### Provided entries
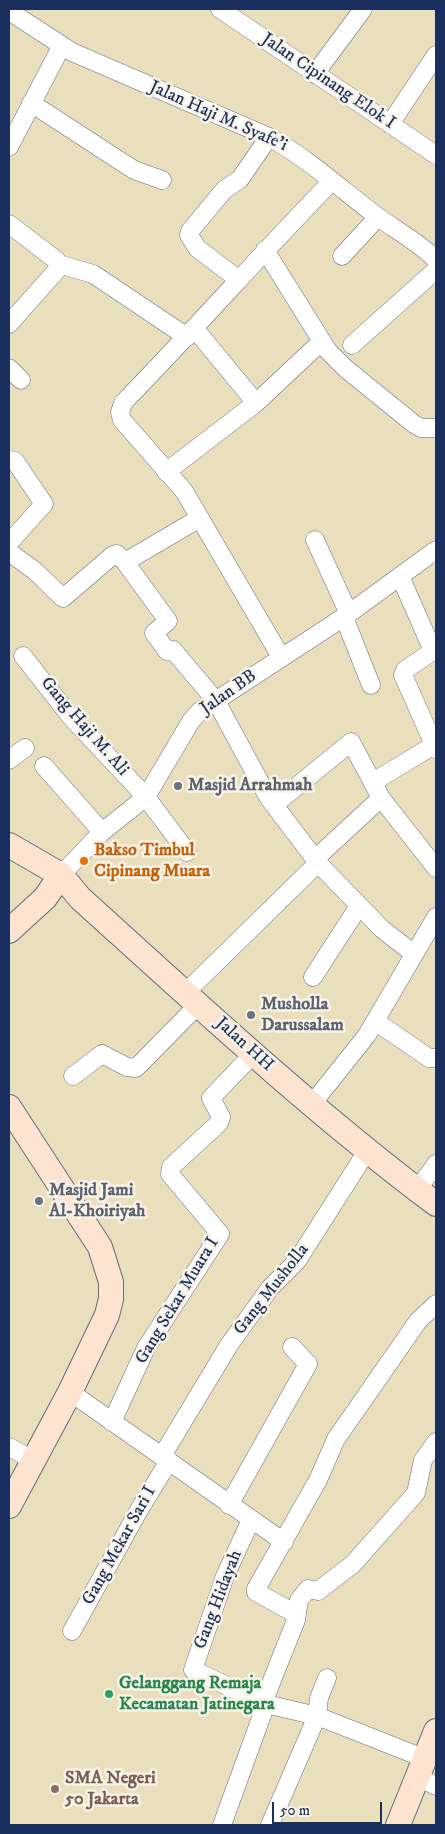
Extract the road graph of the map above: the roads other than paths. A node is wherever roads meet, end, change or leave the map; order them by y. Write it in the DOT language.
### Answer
graph roads {
  1 [pos="363,9"];
  2 [pos="9,11"];
  3 [pos="230,12"];
  4 [pos="61,46"];
  5 [pos="436,54"];
  6 [pos="315,74"];
  7 [pos="31,103"];
  8 [pos="390,124"];
  9 [pos="270,137"];
  10 [pos="9,147"];
  11 [pos="436,156"];
  12 [pos="162,180"];
  13 [pos="332,181"];
  14 [pos="378,217"];
  15 [pos="9,224"];
  16 [pos="265,250"];
  17 [pos="342,256"];
  18 [pos="436,260"];
  19 [pos="59,264"];
  20 [pos="436,270"];
  21 [pos="239,280"];
  22 [pos="9,324"];
  23 [pos="191,333"];
  24 [pos="322,341"];
  25 [pos="352,345"];
  26 [pos="9,368"];
  27 [pos="21,380"];
  28 [pos="256,403"];
  29 [pos="436,428"];
  30 [pos="9,460"];
  31 [pos="166,472"];
  32 [pos="200,518"];
  33 [pos="315,540"];
  34 [pos="9,543"];
  35 [pos="436,550"];
  36 [pos="9,552"];
  37 [pos="125,562"];
  38 [pos="400,576"];
  39 [pos="346,616"];
  40 [pos="435,650"];
  41 [pos="23,656"];
  42 [pos="281,657"];
  43 [pos="371,685"];
  44 [pos="216,701"];
  45 [pos="435,747"];
  46 [pos="25,748"];
  47 [pos="9,760"];
  48 [pos="44,766"];
  49 [pos="373,782"];
  50 [pos="146,797"];
  51 [pos="381,798"];
  52 [pos="274,805"];
  53 [pos="102,832"];
  54 [pos="9,845"];
  55 [pos="186,852"];
  56 [pos="316,861"];
  57 [pos="436,868"];
  58 [pos="61,876"];
  59 [pos="359,906"];
  60 [pos="436,918"];
  61 [pos="9,930"];
  62 [pos="414,954"];
  63 [pos="313,977"];
  64 [pos="192,999"];
  65 [pos="375,1022"];
  66 [pos="253,1054"];
  67 [pos="436,1058"];
  68 [pos="73,1076"];
  69 [pos="312,1104"];
  70 [pos="9,1107"];
  71 [pos="367,1151"];
  72 [pos="436,1164"];
  73 [pos="417,1190"];
  74 [pos="436,1204"];
  75 [pos="436,1304"];
  76 [pos="292,1348"];
  77 [pos="70,1392"];
  78 [pos="112,1422"];
  79 [pos="436,1442"];
  80 [pos="9,1447"];
  81 [pos="165,1458"];
  82 [pos="33,1460"];
  83 [pos="229,1505"];
  84 [pos="9,1506"];
  85 [pos="252,1520"];
  86 [pos="284,1542"];
  87 [pos="296,1614"];
  88 [pos="72,1631"];
  89 [pos="327,1678"];
  90 [pos="264,1703"];
  91 [pos="317,1716"];
  92 [pos="436,1731"];
  93 [pos="427,1774"];
  94 [pos="222,1825"];
  95 [pos="270,1825"];
  96 [pos="398,1825"];
  1 -- 6 [label="street"];
  2 -- 4 [label="street, Jalan Haji M. Syafe'i"];
  3 -- 6 [label="street, Jalan Cipinang Elok I"];
  4 -- 7 [label="street"];
  4 -- 9 [label="street, Jalan Haji M. Syafe'i"];
  5 -- 8 [label="street"];
  6 -- 8 [label="street, Jalan Cipinang Elok I"];
  7 -- 10 [label="street"];
  7 -- 12 [label="street"];
  8 -- 11 [label="street, Jalan Cipinang Elok I"];
  9 -- 13 [label="street, Jalan Haji M. Syafe'i"];
  9 -- 21 [label="street"];
  13 -- 14 [label="street, Jalan Haji M. Syafe'i"];
  13 -- 16 [label="street"];
  14 -- 17 [label="street"];
  14 -- 18 [label="street, Jalan Haji M. Syafe'i"];
  15 -- 19 [label="street"];
  16 -- 21 [label="street"];
  16 -- 24 [label="street"];
  19 -- 22 [label="street"];
  19 -- 23 [label="street"];
  20 -- 25 [label="street"];
  21 -- 23 [label="street"];
  23 -- 28 [label="street"];
  23 -- 31 [label="street"];
  24 -- 28 [label="street"];
  24 -- 29 [label="street"];
  26 -- 27 [label="street"];
  28 -- 31 [label="street"];
  30 -- 34 [label="street"];
  31 -- 32 [label="street"];
  32 -- 37 [label="street"];
  32 -- 42 [label="street"];
  33 -- 39 [label="street"];
  35 -- 38 [label="street, Jalan BB"];
  36 -- 37 [label="street"];
  37 -- 44 [label="street"];
  38 -- 39 [label="street, Jalan BB"];
  38 -- 40 [label="street"];
  39 -- 42 [label="street, Jalan BB"];
  39 -- 43 [label="street"];
  40 -- 45 [label="street"];
  41 -- 50 [label="street, Gang Haji M. Ali"];
  42 -- 44 [label="street, Jalan BB"];
  44 -- 50 [label="street, Jalan BB"];
  44 -- 52 [label="street"];
  45 -- 49 [label="street"];
  46 -- 47 [label="street"];
  48 -- 53 [label="street"];
  49 -- 51 [label="street"];
  49 -- 52 [label="street"];
  50 -- 53 [label="street, Jalan BB"];
  50 -- 55 [label="street, Gang Haji M. Ali"];
  51 -- 56 [label="street"];
  51 -- 57 [label="street"];
  52 -- 56 [label="street"];
  53 -- 58 [label="street, Jalan BB"];
  54 -- 58 [label="street, Jalan HH"];
  56 -- 59 [label="street"];
  56 -- 64 [label="street"];
  58 -- 61 [label="street"];
  58 -- 64 [label="street, Jalan HH"];
  59 -- 62 [label="street"];
  59 -- 63 [label="street"];
  60 -- 62 [label="street"];
  62 -- 65 [label="street"];
  64 -- 66 [label="street, Jalan HH"];
  64 -- 68 [label="street"];
  65 -- 67 [label="street"];
  65 -- 69 [label="street"];
  66 -- 69 [label="street, Jalan HH"];
  66 -- 78 [label="street, Gang Sekar Muara I"];
  69 -- 71 [label="street, Jalan HH"];
  70 -- 77 [label="street"];
  71 -- 73 [label="street, Jalan HH"];
  71 -- 81 [label="street, Gang Musholla"];
  72 -- 73 [label="street"];
  73 -- 74 [label="street, Jalan HH"];
  75 -- 86 [label="street"];
  76 -- 83 [label="street"];
  77 -- 78 [label="street"];
  77 -- 82 [label="street"];
  78 -- 81 [label="street"];
  79 -- 87 [label="street"];
  80 -- 82 [label="street"];
  81 -- 83 [label="street"];
  81 -- 88 [label="street, Gang Mekar Sari I"];
  82 -- 84 [label="street"];
  83 -- 85 [label="street"];
  85 -- 86 [label="street"];
  85 -- 90 [label="street, Gang Hidayah"];
  86 -- 87 [label="street"];
  87 -- 90 [label="street"];
  89 -- 91 [label="street"];
  90 -- 91 [label="street, Gang Hidayah"];
  90 -- 94 [label="street"];
  91 -- 93 [label="street, Gang Hidayah"];
  91 -- 95 [label="street"];
  92 -- 93 [label="street"];
  93 -- 96 [label="street"];
}
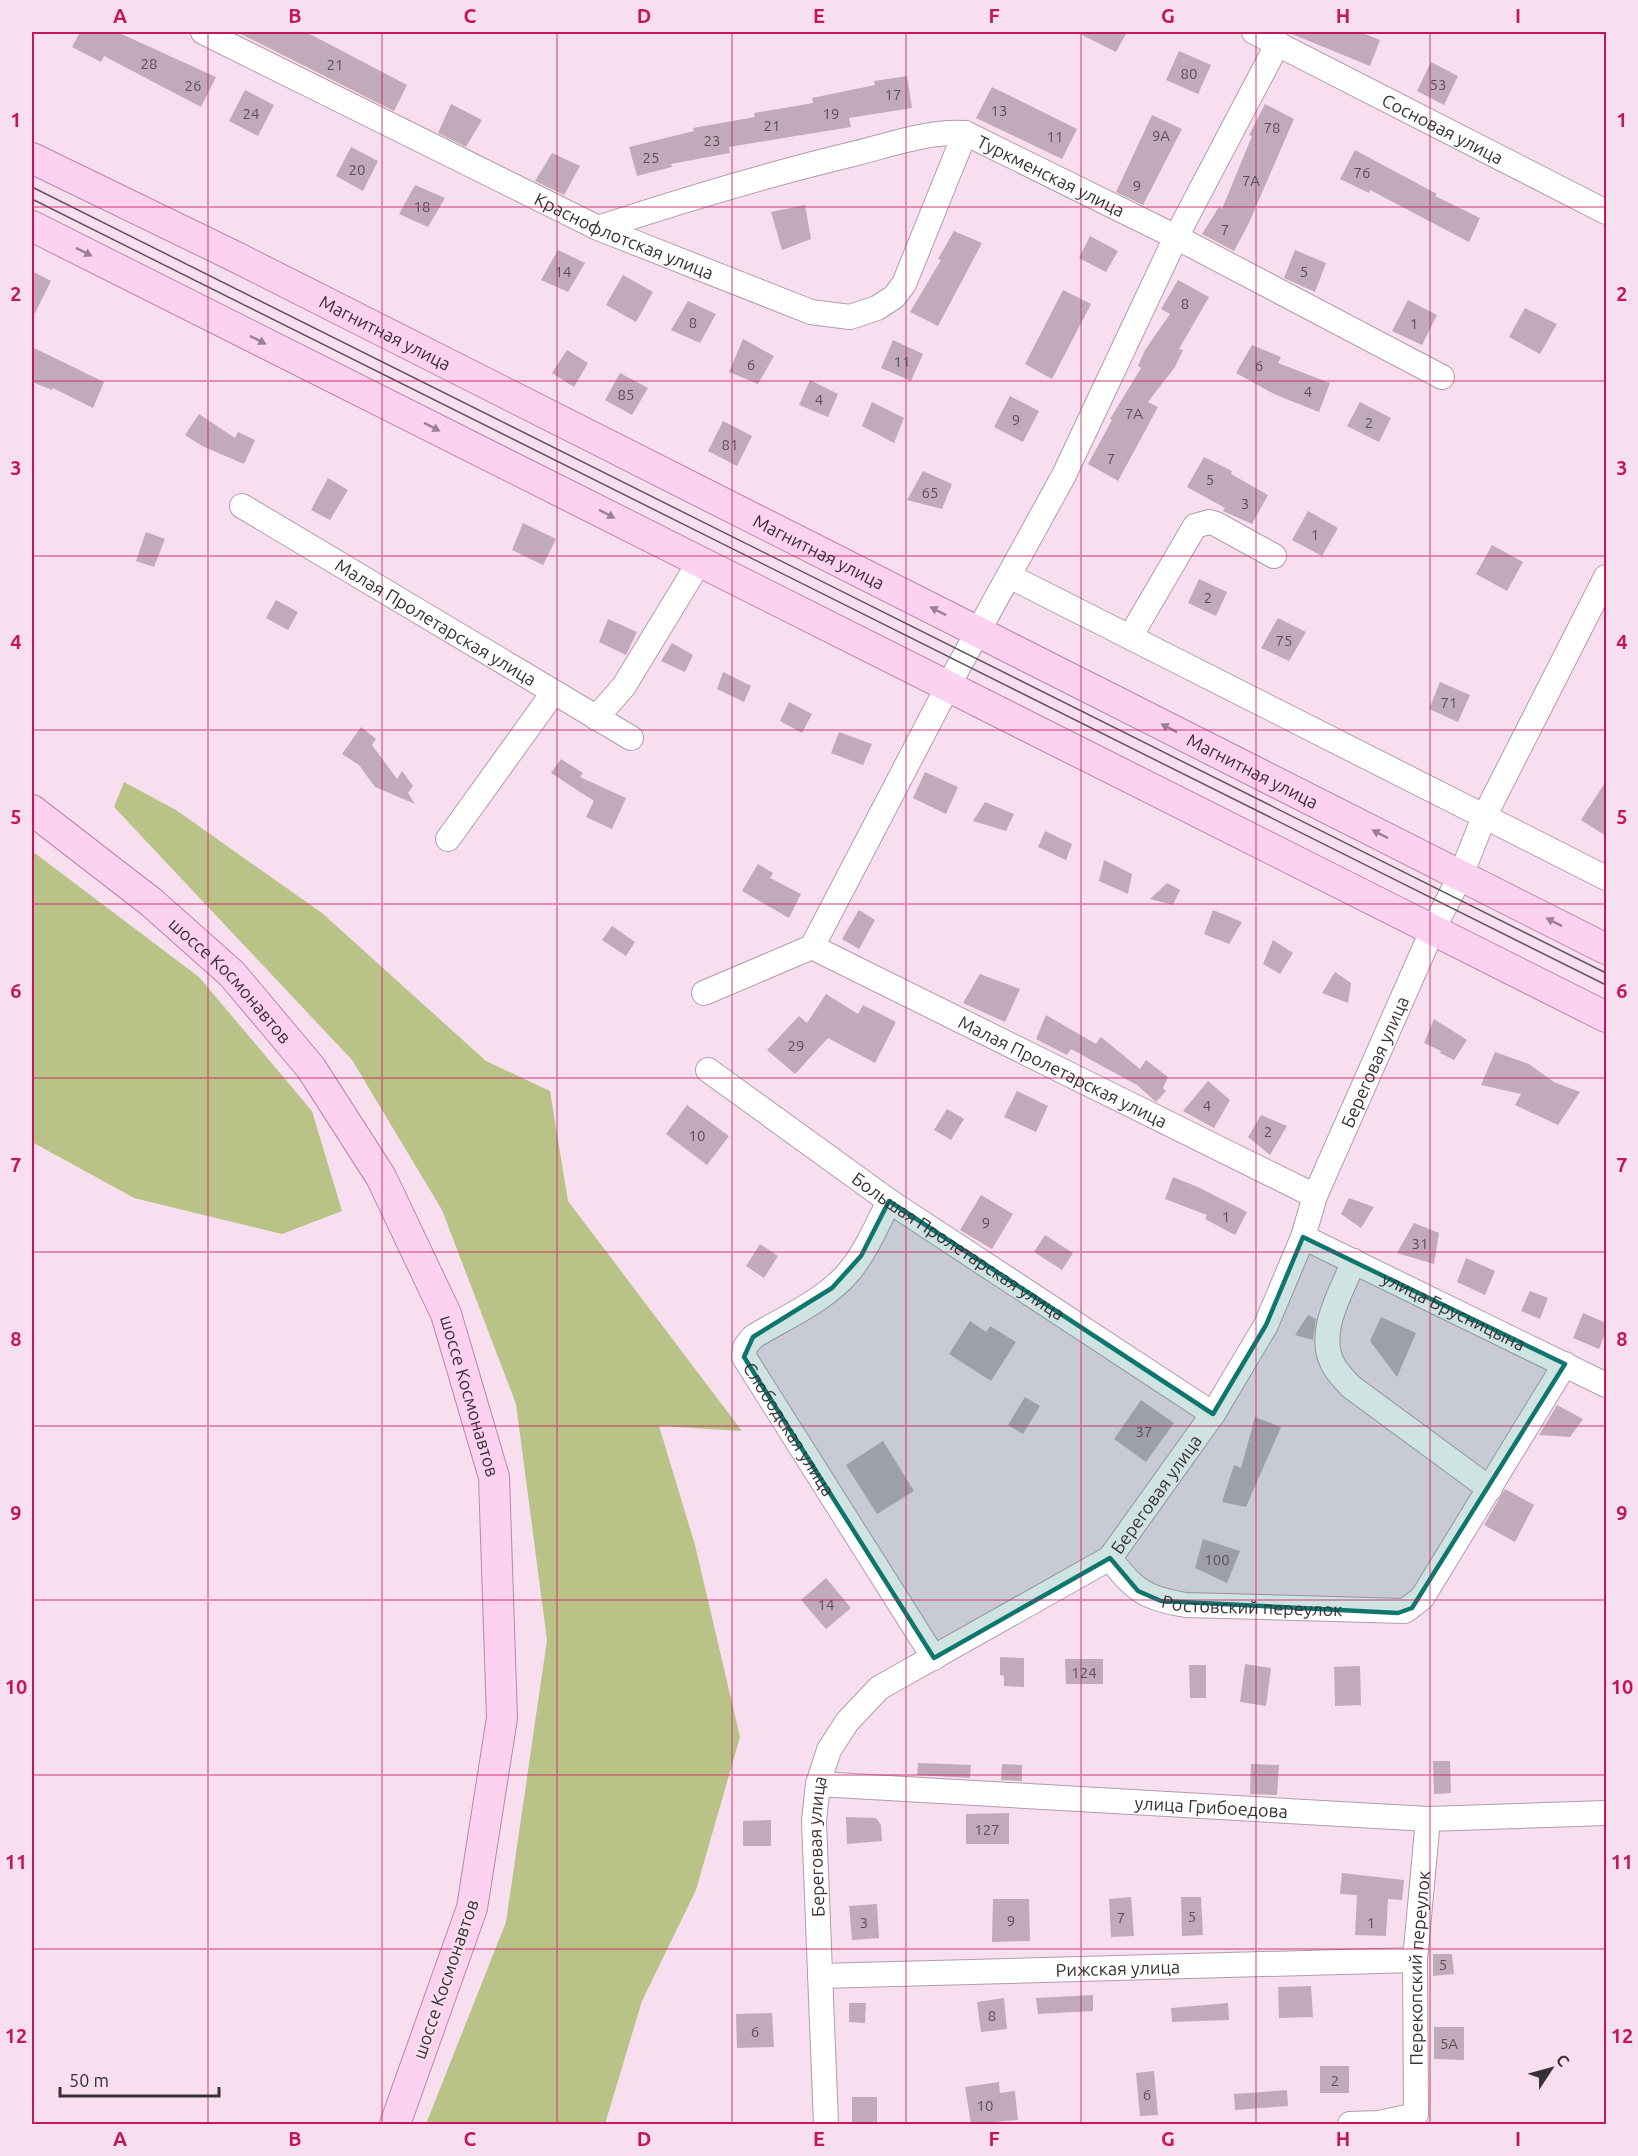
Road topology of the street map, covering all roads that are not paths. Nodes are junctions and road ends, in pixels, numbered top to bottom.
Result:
1 (203, 32) edge
2 (1254, 32) edge
3 (1278, 43) junction
4 (965, 134) junction
5 (32, 158) edge
6 (1606, 212) edge
7 (32, 226) edge
8 (598, 228) junction
9 (1176, 237) junction
10 (1442, 377) dead end
11 (242, 506) dead end
12 (1274, 556) dead end
13 (700, 561) junction
14 (1009, 576) junction
15 (1606, 578) edge
16 (978, 632) junction
17 (1130, 637) junction
18 (948, 686) junction
19 (553, 693) junction
20 (596, 718) junction
21 (631, 738) dead end
22 (32, 810) edge
23 (1484, 817) junction
24 (447, 839) dead end
25 (1461, 875) junction
26 (1606, 878) edge
27 (1433, 929) junction
28 (812, 947) junction
29 (1606, 949) edge
30 (704, 993) dead end
31 (1606, 1017) edge
32 (708, 1070) dead end
33 (1315, 1196) junction
34 (889, 1201) junction
35 (1303, 1237) junction
36 (1354, 1261) junction
37 (1565, 1364) junction
38 (1606, 1385) edge
39 (1213, 1414) junction
40 (1490, 1488) junction
41 (1110, 1558) junction
42 (934, 1658) junction
43 (818, 1784) junction
44 (1606, 1814) edge
45 (1428, 1819) junction
46 (1415, 1960) junction
47 (820, 1976) junction
48 (395, 2124) edge
49 (826, 2124) edge
50 (1350, 2124) edge
51 (1379, 2124) edge

1 - 8 street, Краснофлотская улица
2 - 3 street, Сосновая улица
3 - 6 street, Сосновая улица
3 - 9 street
4 - 8 street, Туркменская улица
4 - 8 street, Краснофлотская улица
4 - 9 street, Туркменская улица
16 -> 5 main road, Магнитная улица
7 -> 13 main road
9 - 10 street, Туркменская улица
9 - 14 street
11 - 19 street, Малая Пролетарская улица
12 - 17 street
13 - 18 main road
13 - 20 street
14 - 16 street
14 - 17 street
15 - 23 street, Береговая улица
16 - 18 street
25 -> 16 main road, Магнитная улица
17 - 23 street
18 - 27 main road
18 - 28 street
19 - 20 street, Малая Пролетарская улица
19 - 24 street
20 - 21 street, Малая Пролетарская улица
22 - 48 main road, шоссе Космонавтов
23 - 25 street, Береговая улица
23 - 26 street
25 - 27 street, Береговая улица
29 -> 25 main road, Магнитная улица
27 - 31 main road
27 - 33 street, Береговая улица
28 - 30 street
28 - 33 street, Малая Пролетарская улица
32 - 34 street, Большая Пролетарская улица
33 - 35 street, Береговая улица
34 - 39 street, Большая Пролетарская улица
34 - 42 street, Слободская улица
35 - 36 street, улица Брусницына
35 - 39 street, Береговая улица
36 - 37 street, улица Брусницына
36 - 40 street
37 - 38 street, улица Брусницына
37 - 40 street
39 - 41 street, Береговая улица
40 - 41 street, Ростовский переулок
41 - 42 street, Береговая улица
42 - 43 street, Береговая улица
43 - 45 street, улица Грибоедова
43 - 47 street, Береговая улица
44 - 45 street, улица Грибоедова
45 - 46 street, Перекопский переулок
46 - 47 street, Рижская улица
46 - 51 street, Перекопский переулок
47 - 49 street, Береговая улица
50 - 51 street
######
* What to work on
Each line in which the string "Cipinang" is found must be copied from the data.

* Task response
  3 -- 6 [label="street, Jalan Cipinang Elok I"];
  6 -- 8 [label="street, Jalan Cipinang Elok I"];
  8 -- 11 [label="street, Jalan Cipinang Elok I"];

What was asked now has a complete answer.